> _TASK BRIEF_
Your answer should be the exact lines of the records, starting with the one containing "Road topology of" and running to the end.

> _RECORD EXTRACTS_
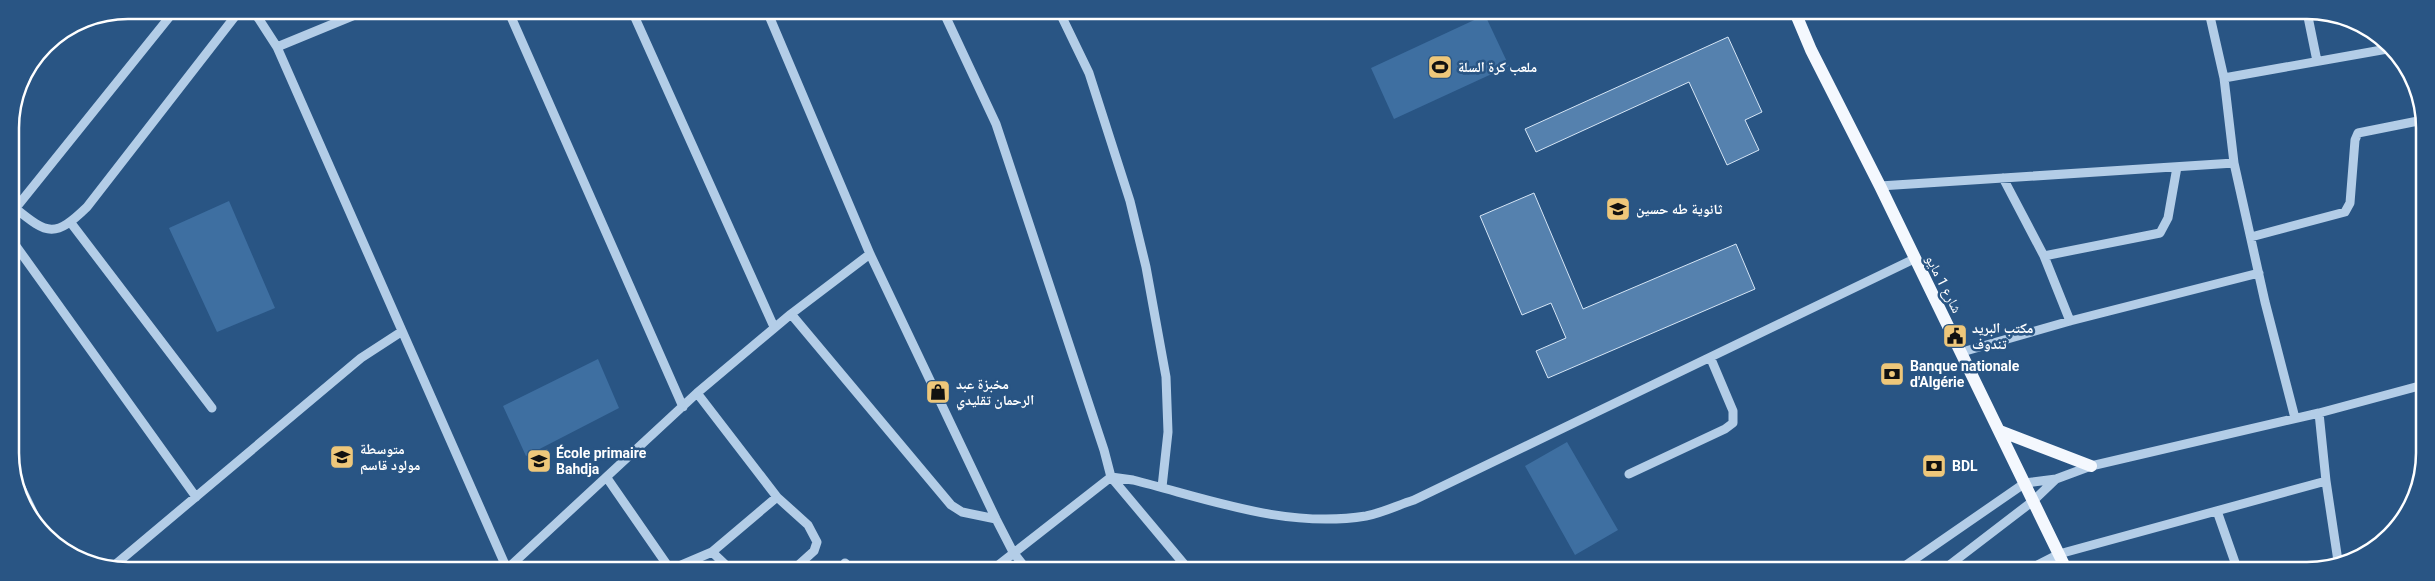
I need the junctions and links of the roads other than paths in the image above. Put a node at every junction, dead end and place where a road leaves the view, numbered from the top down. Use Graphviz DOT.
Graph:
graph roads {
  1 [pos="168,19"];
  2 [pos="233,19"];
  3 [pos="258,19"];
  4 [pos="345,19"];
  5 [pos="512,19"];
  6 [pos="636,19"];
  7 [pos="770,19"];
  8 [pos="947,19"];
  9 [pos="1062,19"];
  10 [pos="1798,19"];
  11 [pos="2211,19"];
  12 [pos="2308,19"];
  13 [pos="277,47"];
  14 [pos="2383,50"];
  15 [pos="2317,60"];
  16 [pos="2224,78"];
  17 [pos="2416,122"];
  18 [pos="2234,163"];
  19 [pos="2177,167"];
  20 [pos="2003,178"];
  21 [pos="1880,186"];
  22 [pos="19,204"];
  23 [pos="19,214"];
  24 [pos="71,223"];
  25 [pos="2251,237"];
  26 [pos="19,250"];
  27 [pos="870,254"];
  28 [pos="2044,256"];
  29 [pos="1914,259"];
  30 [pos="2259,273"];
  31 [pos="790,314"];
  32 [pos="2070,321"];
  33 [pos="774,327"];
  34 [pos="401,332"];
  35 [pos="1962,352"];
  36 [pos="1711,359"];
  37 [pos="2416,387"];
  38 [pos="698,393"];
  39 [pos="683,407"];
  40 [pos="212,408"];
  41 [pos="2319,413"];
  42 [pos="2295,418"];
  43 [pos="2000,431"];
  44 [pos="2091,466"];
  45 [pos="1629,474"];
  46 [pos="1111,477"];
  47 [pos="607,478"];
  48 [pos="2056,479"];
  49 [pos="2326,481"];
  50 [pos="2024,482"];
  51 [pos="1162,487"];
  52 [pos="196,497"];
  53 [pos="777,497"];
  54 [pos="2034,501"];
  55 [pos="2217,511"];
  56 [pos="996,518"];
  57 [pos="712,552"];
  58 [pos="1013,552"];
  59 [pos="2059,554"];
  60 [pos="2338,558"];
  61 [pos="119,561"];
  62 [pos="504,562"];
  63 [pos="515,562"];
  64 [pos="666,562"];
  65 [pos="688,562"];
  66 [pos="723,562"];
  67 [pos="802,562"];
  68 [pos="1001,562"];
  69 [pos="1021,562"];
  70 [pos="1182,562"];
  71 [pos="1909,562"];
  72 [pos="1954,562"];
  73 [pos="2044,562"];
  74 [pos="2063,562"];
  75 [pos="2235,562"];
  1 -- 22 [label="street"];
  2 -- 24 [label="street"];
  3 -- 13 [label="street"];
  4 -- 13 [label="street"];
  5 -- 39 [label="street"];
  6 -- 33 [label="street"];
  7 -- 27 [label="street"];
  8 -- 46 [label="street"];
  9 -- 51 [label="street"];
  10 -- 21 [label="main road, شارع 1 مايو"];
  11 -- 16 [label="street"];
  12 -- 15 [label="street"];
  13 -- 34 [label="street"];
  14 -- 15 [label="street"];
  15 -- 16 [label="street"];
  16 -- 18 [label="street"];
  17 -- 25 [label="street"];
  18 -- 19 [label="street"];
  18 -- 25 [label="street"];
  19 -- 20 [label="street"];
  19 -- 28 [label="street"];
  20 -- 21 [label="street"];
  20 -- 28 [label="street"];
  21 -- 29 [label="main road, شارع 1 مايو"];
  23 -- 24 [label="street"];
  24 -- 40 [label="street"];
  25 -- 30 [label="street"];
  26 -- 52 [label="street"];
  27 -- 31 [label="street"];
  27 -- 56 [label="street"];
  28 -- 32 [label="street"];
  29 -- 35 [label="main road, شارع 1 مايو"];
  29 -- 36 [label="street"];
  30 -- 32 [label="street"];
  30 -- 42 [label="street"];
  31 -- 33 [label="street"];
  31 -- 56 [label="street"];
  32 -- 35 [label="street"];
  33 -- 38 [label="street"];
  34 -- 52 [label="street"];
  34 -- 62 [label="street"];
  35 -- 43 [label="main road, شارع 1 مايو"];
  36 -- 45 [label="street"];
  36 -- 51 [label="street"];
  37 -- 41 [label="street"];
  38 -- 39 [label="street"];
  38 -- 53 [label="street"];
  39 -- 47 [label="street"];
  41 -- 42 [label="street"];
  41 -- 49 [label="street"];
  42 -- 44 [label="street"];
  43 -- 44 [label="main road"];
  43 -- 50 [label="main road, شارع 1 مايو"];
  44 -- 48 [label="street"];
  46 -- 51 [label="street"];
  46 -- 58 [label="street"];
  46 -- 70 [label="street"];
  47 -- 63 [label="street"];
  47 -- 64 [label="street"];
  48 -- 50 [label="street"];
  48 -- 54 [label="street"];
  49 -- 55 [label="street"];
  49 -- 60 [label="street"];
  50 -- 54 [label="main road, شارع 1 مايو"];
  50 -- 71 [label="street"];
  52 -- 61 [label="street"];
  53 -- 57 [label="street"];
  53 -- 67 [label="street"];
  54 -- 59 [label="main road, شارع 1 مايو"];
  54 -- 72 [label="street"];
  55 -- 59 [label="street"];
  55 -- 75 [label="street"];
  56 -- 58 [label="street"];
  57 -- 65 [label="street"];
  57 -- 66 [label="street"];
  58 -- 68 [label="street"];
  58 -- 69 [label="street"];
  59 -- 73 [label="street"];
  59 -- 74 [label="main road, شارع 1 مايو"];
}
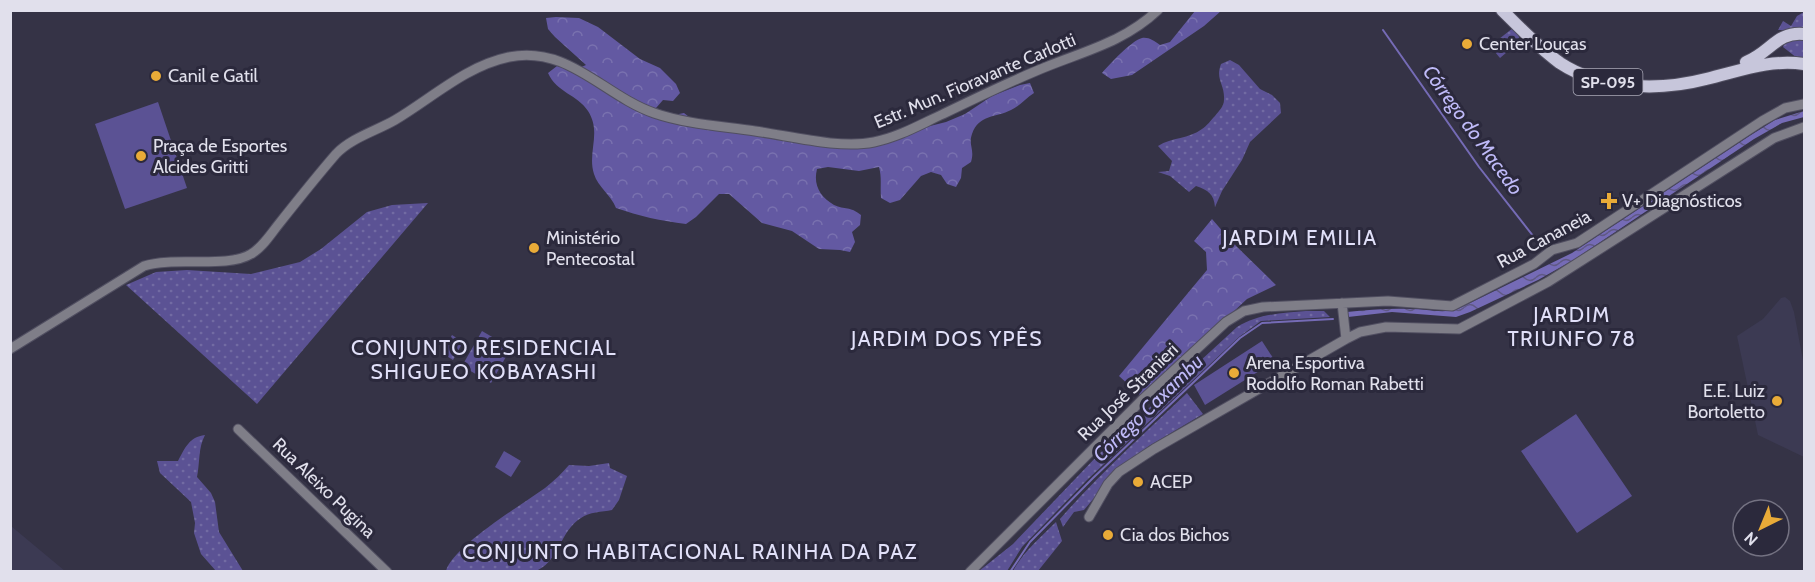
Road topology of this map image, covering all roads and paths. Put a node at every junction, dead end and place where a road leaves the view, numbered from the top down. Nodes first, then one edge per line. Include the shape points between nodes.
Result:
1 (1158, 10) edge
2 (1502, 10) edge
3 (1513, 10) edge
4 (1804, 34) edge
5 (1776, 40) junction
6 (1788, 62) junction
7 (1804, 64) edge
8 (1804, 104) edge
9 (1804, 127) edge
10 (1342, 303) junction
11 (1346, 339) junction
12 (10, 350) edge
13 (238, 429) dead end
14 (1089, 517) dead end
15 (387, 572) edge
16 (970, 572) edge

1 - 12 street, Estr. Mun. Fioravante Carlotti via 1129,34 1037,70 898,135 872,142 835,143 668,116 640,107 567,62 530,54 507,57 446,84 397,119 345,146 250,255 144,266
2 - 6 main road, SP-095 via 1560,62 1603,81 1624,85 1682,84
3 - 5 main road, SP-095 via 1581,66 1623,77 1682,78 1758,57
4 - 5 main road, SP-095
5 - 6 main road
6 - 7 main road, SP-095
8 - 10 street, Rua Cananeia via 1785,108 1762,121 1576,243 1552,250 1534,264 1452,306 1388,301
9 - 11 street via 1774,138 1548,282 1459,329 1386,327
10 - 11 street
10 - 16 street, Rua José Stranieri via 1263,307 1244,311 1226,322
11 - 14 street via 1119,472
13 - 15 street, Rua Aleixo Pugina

> _ANSWER SECTION_
Road topology of this map image, covering all roads and paths. Put a node at every junction, dead end and place where a road leaves the view, numbered from the top down. Nodes first, then one edge per line. Include the shape points between nodes.
Result:
1 (1158, 10) edge
2 (1502, 10) edge
3 (1513, 10) edge
4 (1804, 34) edge
5 (1776, 40) junction
6 (1788, 62) junction
7 (1804, 64) edge
8 (1804, 104) edge
9 (1804, 127) edge
10 (1342, 303) junction
11 (1346, 339) junction
12 (10, 350) edge
13 (238, 429) dead end
14 (1089, 517) dead end
15 (387, 572) edge
16 (970, 572) edge

1 - 12 street, Estr. Mun. Fioravante Carlotti via 1129,34 1037,70 898,135 872,142 835,143 668,116 640,107 567,62 530,54 507,57 446,84 397,119 345,146 250,255 144,266
2 - 6 main road, SP-095 via 1560,62 1603,81 1624,85 1682,84
3 - 5 main road, SP-095 via 1581,66 1623,77 1682,78 1758,57
4 - 5 main road, SP-095
5 - 6 main road
6 - 7 main road, SP-095
8 - 10 street, Rua Cananeia via 1785,108 1762,121 1576,243 1552,250 1534,264 1452,306 1388,301
9 - 11 street via 1774,138 1548,282 1459,329 1386,327
10 - 11 street
10 - 16 street, Rua José Stranieri via 1263,307 1244,311 1226,322
11 - 14 street via 1119,472
13 - 15 street, Rua Aleixo Pugina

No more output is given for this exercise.